■ **PROBLEM TO WORK ON**: Your answer should be one number: the count of lines below that contain "roads".

■ **INFORMATION SHOWN**:
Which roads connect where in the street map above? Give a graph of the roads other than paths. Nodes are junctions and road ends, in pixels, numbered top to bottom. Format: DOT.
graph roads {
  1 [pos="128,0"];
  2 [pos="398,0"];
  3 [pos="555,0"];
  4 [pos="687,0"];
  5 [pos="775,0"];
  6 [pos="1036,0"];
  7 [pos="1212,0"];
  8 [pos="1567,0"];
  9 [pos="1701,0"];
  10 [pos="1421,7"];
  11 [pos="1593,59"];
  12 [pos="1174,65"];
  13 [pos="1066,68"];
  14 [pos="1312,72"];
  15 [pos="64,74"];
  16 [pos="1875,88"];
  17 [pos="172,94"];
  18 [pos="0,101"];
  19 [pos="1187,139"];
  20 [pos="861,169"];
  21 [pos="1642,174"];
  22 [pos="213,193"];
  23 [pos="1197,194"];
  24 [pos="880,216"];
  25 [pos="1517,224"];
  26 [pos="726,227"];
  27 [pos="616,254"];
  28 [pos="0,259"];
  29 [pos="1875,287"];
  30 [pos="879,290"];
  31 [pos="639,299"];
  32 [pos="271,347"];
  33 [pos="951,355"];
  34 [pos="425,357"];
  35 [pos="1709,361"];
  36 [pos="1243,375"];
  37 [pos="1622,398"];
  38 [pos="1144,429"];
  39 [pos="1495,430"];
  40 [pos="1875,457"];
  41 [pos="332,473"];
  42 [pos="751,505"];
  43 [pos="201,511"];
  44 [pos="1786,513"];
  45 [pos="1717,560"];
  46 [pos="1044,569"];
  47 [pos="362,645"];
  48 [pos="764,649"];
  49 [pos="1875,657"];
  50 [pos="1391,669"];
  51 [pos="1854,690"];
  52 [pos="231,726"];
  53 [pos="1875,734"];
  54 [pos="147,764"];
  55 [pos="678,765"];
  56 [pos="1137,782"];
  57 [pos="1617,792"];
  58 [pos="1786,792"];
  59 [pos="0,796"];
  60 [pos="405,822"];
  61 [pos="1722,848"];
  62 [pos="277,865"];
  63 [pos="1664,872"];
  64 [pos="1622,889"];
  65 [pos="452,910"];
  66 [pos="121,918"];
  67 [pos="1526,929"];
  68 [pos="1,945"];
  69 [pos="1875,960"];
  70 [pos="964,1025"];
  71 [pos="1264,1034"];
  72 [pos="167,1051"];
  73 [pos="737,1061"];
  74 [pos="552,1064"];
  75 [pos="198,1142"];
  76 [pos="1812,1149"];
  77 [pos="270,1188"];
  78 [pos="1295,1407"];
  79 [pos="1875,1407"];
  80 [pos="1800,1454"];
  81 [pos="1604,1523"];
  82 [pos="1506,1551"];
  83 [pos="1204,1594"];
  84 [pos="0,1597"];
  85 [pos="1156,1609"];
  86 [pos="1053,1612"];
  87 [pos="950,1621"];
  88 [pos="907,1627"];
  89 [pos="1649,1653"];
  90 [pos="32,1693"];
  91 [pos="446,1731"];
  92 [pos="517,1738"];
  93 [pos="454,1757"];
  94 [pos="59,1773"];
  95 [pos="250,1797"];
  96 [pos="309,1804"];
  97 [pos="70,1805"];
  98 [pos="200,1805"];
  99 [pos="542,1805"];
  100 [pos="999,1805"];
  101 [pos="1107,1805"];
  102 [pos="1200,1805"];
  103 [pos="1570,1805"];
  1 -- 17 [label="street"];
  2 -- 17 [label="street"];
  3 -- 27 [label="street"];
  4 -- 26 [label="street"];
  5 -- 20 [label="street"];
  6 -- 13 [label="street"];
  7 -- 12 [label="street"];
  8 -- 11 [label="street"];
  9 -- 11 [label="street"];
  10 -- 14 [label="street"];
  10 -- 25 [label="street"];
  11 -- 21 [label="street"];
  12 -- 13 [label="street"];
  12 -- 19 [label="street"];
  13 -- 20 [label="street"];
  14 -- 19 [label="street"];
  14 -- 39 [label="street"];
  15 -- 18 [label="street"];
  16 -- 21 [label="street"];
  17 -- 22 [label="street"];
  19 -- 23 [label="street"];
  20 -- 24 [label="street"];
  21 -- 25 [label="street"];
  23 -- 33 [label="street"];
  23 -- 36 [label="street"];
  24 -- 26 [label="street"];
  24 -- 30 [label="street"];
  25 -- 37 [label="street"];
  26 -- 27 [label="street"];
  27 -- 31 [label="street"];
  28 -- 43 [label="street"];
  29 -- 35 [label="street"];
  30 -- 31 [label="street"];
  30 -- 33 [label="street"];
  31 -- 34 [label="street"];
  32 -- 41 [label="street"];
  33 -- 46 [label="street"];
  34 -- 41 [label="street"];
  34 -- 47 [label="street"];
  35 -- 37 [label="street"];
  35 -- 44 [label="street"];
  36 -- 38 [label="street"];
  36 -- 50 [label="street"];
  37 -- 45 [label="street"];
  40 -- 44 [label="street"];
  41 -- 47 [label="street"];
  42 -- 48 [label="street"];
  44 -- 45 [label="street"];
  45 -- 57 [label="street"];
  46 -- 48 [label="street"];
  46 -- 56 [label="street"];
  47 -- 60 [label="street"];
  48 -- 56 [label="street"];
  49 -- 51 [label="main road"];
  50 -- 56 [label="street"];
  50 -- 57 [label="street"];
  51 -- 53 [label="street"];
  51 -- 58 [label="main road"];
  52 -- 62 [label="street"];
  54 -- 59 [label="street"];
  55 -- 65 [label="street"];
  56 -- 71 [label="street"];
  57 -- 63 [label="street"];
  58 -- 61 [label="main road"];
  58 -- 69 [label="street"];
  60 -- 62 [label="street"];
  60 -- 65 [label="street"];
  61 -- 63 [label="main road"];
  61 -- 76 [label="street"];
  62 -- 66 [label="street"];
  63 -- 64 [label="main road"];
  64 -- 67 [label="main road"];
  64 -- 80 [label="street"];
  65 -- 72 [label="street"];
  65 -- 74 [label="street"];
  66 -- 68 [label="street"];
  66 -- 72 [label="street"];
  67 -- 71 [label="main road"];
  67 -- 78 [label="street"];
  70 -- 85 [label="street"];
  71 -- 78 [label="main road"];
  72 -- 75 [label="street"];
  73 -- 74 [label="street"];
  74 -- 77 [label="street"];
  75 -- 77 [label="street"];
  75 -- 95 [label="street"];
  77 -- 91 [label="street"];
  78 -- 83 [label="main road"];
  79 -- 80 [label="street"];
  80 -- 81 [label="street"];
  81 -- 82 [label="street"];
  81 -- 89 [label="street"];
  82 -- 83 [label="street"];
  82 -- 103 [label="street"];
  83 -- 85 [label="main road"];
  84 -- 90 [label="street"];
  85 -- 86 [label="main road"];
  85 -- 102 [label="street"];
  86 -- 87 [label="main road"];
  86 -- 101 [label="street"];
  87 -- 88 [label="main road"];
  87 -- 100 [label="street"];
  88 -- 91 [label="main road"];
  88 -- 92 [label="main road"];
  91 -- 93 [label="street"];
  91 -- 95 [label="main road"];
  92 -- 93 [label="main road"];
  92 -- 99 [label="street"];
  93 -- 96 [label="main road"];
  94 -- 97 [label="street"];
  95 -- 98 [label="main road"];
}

■ **ANSWER SECTION**: 2